Vaudine England, Jakarta – Attempts to investigate military involvement in the killing of students and civilians in Jakarta during the fall of former president Suharto have been thwarted after generals refused to appear at a special inquiry.
The refusal bodes ill for international efforts to prosecute the men over their rampage through East Timor as it chose independence from Jakarta in 1999. Both Vice-President Hamzah Haz and Defence Minister Matori Abdul Djalil have urged the accused generals to appear at a special Commission of Inquiry, established by the National Human Rights Commission. "They should come forward so that they can give their accounts," Mr Hamzah said.
But the former armed forces chief, retired General Wiranto, and former Jakarta police chief General Hamami Nata, failed to answer their second summonses.
Under investigation are the deaths of four students at Trisakti University on May 12, 1998, in a demonstration which helped topple Suharto, and the deaths of 26 students and policemen in two separate demonstrations at the Semanggi junction in central Jakarta.

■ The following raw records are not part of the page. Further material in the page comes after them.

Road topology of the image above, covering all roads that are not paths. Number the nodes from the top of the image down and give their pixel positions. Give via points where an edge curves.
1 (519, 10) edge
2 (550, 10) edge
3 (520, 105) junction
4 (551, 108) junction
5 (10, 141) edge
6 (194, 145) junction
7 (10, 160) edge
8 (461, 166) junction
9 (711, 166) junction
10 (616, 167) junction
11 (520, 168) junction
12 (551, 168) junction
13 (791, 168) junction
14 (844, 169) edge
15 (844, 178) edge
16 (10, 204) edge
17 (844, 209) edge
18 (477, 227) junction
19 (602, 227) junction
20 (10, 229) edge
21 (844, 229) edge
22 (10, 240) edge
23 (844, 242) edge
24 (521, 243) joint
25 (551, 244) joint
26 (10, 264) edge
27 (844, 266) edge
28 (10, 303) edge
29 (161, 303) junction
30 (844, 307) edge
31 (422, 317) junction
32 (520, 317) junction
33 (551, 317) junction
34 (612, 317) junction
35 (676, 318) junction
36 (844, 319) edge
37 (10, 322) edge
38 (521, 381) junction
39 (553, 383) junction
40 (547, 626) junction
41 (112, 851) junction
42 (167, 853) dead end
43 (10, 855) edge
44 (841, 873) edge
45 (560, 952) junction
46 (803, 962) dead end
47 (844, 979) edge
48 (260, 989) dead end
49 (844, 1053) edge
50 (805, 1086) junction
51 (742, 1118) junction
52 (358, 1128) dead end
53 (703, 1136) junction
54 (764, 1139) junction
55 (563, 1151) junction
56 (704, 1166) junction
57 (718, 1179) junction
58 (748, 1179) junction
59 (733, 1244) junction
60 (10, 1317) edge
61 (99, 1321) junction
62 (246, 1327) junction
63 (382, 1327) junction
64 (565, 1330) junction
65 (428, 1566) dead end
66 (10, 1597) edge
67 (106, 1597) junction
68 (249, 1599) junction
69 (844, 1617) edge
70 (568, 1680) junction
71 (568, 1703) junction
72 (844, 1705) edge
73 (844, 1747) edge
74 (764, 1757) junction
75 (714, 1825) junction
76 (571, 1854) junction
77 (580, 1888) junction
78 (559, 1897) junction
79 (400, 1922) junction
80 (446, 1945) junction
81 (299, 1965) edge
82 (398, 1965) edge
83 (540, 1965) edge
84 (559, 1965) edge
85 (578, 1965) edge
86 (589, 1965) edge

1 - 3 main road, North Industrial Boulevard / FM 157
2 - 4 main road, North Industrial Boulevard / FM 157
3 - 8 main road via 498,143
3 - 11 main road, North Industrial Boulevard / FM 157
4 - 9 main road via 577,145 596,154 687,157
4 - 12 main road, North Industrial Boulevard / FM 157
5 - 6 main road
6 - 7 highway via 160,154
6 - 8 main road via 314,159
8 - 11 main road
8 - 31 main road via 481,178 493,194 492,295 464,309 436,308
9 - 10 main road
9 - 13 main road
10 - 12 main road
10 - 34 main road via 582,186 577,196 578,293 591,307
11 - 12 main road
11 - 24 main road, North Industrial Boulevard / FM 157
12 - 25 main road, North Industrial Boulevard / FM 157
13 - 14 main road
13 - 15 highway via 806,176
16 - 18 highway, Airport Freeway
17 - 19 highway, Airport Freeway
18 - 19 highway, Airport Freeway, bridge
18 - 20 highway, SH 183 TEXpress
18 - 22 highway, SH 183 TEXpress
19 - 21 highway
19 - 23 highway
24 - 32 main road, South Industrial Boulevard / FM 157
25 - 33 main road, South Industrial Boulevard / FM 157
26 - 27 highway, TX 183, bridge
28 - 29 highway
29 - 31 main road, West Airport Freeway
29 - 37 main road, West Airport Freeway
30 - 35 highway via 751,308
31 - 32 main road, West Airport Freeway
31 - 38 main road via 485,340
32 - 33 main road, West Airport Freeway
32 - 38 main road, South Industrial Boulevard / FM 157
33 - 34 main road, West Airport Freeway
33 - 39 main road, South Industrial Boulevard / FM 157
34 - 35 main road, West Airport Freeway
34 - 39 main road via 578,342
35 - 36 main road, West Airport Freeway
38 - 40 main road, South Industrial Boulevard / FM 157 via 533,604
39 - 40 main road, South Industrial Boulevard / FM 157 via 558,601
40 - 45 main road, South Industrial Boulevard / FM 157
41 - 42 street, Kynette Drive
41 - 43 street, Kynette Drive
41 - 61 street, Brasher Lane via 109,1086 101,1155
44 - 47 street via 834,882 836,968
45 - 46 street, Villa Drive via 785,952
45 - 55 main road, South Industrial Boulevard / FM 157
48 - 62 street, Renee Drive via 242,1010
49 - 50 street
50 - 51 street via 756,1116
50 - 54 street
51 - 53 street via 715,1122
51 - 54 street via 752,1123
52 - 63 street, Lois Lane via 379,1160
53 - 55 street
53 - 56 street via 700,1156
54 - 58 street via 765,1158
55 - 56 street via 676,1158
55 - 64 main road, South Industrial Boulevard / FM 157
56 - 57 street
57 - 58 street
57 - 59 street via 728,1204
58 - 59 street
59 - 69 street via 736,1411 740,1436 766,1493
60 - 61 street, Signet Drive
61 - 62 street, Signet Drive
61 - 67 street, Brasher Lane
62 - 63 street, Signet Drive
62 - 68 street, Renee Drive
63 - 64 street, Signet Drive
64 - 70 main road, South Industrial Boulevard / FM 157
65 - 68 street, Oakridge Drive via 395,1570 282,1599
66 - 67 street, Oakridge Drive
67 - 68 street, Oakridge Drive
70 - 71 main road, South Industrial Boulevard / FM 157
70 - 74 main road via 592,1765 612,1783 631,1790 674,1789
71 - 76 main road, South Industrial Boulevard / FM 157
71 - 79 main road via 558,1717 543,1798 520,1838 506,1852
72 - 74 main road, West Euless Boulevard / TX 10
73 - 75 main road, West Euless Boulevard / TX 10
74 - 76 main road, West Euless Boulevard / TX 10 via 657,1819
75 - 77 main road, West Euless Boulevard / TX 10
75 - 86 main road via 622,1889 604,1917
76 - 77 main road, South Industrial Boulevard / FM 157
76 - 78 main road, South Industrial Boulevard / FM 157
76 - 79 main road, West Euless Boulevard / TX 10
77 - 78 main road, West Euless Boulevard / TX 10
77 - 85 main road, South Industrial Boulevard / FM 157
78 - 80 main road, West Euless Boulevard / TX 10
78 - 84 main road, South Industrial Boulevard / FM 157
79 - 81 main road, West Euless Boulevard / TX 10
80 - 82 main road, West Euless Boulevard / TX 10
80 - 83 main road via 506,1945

The first Semanggi incident, also known as "Black Friday", occurred during the Special Session of the People's Consultative Assembly on November 13, 1998. A clash between students and police left 16 people dead. The second Semanggi incident, another student demonstration, took place on September 23-24, 1999, when 10 people were killed.
The impunity the armed forces and police have already enjoyed over the incidents is tragic enough, say groups set up by the victims' parents and supporters. Successive changes of government have brought them no closer to justice.
"They [the generals] are operating in a political climate that obviously allows them not to show up. That they are still able to do this is a very significant point," said Marcus Mietzner, an expert on the Indonesian military.
The House of Representatives has already decided the Semanggi incidents do not qualify as human rights violations – raising the question of whether the National Commission on Human Rights has the legal teeth to tackle those killings.
Years of delays have also fundamentally damaged efforts to secure justice. Independent lawyers and rights experts say many of the prosecutors and judges chosen for an ad hoc court to try the East Timor crimes are incapable and corrupt.